TBC: do you plan to choose different charities next year, or stick with these three?
SB: We’ll probably stick with these three, but who knows.
TBC: The fact that you donate some of your proceeds is something that makes what you’re doing different than the average review site. You also talk a bit about how you hope readers will practice intentionality in the purchases they make, and to pursue a more simple way of living. How does the idea of simplicity work on a site dedicated to reviewing consumer products, whether that’s software or actual material things?
SB: Thanks—it’s something we are still figuring out, but it boils down to this: we aim to be honest in all of our writing, and to never hype up something that we are not personally excited about ourselves.
It also requires that we trust our readers. Are we assuming they are average credit-card-crazy consumers? Or are we assuming they are clever, curious, and have the self-control to buy things they will get value from? And so we do our best to find interesting and clever things, to review great products, and then trust that our readers can take it from there.

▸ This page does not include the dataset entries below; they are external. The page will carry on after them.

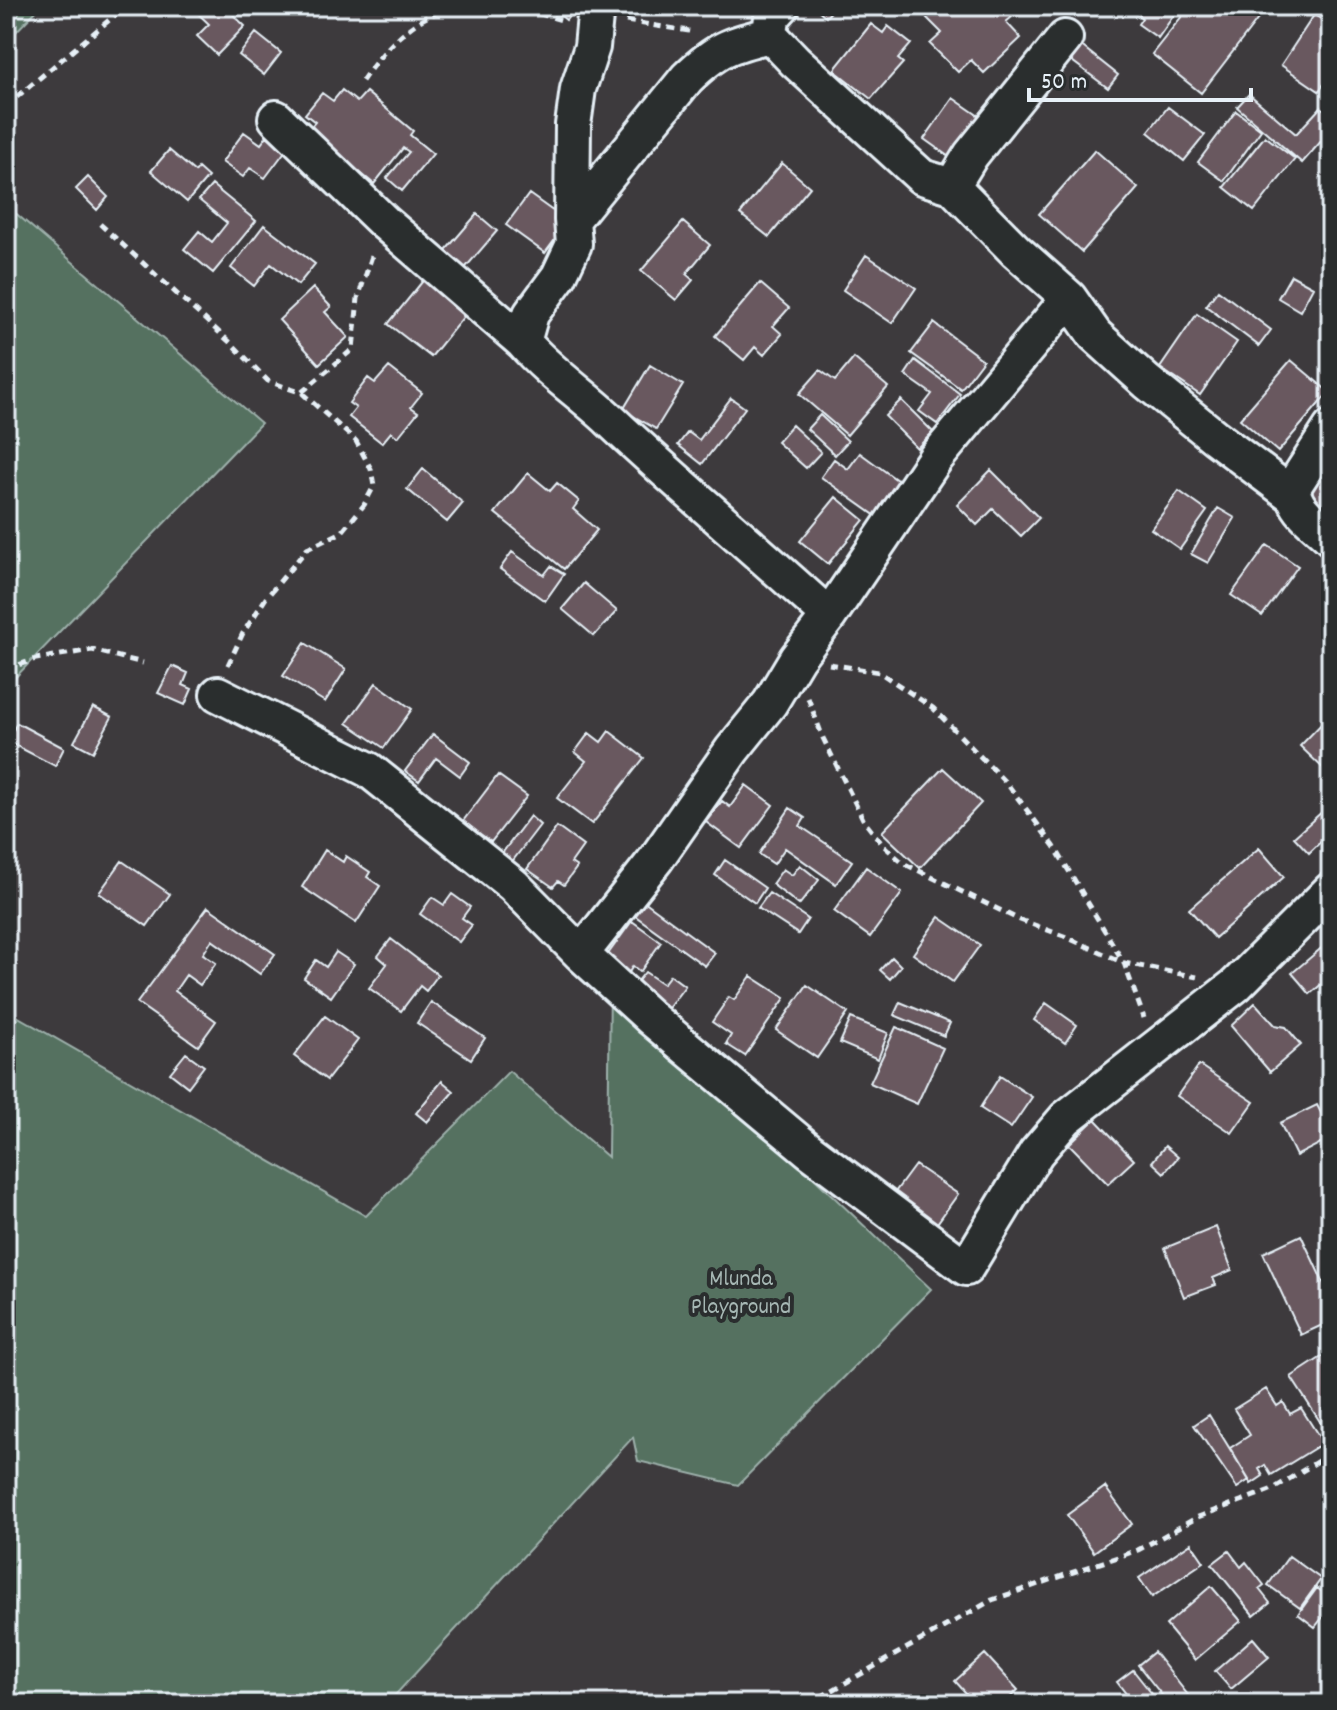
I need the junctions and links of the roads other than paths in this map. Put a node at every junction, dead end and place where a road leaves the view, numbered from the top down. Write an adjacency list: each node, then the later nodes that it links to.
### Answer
1 (595, 16): 6 (street)
2 (776, 20): 5 (street); 6 (street)
3 (1065, 38): 5 (street)
4 (276, 118): 8 (street)
5 (952, 186): 7 (street)
6 (572, 220): 8 (street)
7 (1069, 298): 10 (street); 12 (street)
8 (523, 342): 12 (street)
9 (1331, 428): 10 (street)
10 (1292, 495): 11 (street)
11 (1331, 538)
12 (829, 616): 15 (street)
13 (218, 694): 15 (street)
14 (1331, 890): 15 (street)
15 (581, 954)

TBC: There’s a consistent message, too, about how not everything works for everyone—so often, people feel like they must get X, even if X has no utility for them and/or doesn’t please them to own it. Things like that seem to become a burden.
SB: Exactly. Just yesterday over dinner we were talking about Christmas and how oftentimes we receive gifts from people just because that’s what you’re supposed to do. And we were joking about how what’s worse than getting a gift that you’ll never use? Getting 10 gifts you’ll never use.